# [solved]emerge update block

## skydoom

Guten Abend, 

ich wollte mal wieder ein Update machen, starte also emerge --sync, danach ein portpeek -arf und dann ein 

 *Quote:*   

> server dennis # emerge --ask --verbose --update --deep --newuse world
> 
> These are the packages that would be merged, in order:
> 
> Calculating dependencies... done!
> ...

 

Das ist schlecht.
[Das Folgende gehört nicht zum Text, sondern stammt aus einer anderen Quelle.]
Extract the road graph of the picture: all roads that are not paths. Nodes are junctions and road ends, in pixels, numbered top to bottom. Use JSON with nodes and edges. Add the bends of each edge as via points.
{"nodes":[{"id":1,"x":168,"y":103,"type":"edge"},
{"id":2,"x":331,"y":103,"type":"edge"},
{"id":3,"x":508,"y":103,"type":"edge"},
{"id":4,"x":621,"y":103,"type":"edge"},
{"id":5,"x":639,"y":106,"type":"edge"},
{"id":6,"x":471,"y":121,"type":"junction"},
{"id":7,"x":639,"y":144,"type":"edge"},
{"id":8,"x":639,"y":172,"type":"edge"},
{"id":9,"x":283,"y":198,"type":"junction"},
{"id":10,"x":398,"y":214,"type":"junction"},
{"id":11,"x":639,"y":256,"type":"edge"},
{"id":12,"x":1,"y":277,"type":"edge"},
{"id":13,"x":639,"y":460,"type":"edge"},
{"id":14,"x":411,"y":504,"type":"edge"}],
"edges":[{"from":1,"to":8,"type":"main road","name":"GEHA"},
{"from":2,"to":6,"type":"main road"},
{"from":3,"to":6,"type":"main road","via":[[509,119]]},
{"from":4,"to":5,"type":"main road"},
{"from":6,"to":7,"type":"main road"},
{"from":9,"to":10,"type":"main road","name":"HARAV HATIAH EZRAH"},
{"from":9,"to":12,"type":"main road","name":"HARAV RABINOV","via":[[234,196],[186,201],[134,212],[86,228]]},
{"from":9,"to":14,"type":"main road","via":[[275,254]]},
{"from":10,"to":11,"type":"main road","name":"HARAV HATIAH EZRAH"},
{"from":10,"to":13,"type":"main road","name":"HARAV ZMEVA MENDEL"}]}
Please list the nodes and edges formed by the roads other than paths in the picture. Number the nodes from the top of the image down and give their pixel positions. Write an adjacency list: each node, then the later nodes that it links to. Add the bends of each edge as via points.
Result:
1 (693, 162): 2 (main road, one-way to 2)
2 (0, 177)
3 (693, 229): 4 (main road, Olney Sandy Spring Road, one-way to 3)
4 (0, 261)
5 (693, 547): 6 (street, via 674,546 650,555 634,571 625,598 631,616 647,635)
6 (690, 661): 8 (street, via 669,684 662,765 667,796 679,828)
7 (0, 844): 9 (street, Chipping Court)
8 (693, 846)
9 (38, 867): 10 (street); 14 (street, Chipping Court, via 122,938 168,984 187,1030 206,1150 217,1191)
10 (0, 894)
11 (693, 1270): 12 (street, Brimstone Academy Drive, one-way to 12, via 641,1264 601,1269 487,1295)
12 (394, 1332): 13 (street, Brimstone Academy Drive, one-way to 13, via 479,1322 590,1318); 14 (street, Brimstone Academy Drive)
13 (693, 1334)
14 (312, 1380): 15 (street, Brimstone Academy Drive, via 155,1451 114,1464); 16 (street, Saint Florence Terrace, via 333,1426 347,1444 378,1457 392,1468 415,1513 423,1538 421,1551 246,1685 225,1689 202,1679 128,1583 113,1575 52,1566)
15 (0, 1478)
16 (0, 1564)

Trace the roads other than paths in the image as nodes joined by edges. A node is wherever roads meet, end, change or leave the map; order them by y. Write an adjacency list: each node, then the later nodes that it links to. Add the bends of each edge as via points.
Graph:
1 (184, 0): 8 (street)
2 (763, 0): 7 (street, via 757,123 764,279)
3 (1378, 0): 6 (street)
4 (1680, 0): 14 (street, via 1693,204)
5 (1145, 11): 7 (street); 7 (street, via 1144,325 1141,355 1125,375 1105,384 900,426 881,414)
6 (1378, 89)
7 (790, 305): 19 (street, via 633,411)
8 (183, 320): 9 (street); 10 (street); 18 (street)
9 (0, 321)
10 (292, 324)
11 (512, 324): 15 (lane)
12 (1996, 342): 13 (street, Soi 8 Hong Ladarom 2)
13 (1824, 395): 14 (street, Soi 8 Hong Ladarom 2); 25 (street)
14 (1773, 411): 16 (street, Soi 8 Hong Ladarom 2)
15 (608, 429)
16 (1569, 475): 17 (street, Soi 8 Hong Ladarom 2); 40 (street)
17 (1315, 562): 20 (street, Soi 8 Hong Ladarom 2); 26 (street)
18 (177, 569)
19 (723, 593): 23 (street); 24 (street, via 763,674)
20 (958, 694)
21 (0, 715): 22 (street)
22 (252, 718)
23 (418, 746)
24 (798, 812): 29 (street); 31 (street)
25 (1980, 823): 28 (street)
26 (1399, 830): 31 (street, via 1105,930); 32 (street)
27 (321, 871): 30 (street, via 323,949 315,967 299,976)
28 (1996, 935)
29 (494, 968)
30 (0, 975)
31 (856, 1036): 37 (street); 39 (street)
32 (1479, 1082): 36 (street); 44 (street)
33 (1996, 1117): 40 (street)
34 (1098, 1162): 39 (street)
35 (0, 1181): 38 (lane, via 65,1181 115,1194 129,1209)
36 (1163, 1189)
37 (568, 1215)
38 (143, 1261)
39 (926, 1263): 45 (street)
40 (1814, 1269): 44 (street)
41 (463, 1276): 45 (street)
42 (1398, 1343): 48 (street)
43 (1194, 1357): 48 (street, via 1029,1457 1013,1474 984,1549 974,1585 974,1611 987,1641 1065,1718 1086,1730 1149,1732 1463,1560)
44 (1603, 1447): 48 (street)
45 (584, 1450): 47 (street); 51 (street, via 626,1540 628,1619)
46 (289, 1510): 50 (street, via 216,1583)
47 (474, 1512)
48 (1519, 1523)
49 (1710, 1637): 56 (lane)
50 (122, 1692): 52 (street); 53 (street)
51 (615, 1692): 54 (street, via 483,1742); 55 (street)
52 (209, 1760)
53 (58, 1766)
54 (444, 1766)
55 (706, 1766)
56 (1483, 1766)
Irgendwie hackts da gewaltig.

Wie löse ich das ganze auf? 

grüße

dennis

----------

## Finswimmer

Probiers mal mit "emerge -C device-mapper".

Tobi

P.s: Das nächste Mal bitte einen aussagekräftigeren Titel

----------

## skydoom

Vielen dank, funktioniert.

Mir stellt sich jetzt allerdings eine Frage, wie ist dieses Paket aufs System gekommen, warum ist es draufgekommen?

Ich weiß, Fragen die Ihr mir wahrscheinlich nicht beantworten könnt. Aber so wie ich das sehe hat device-mapper irgendwas mit lvm zutun, was ich jedoch nicht nutze.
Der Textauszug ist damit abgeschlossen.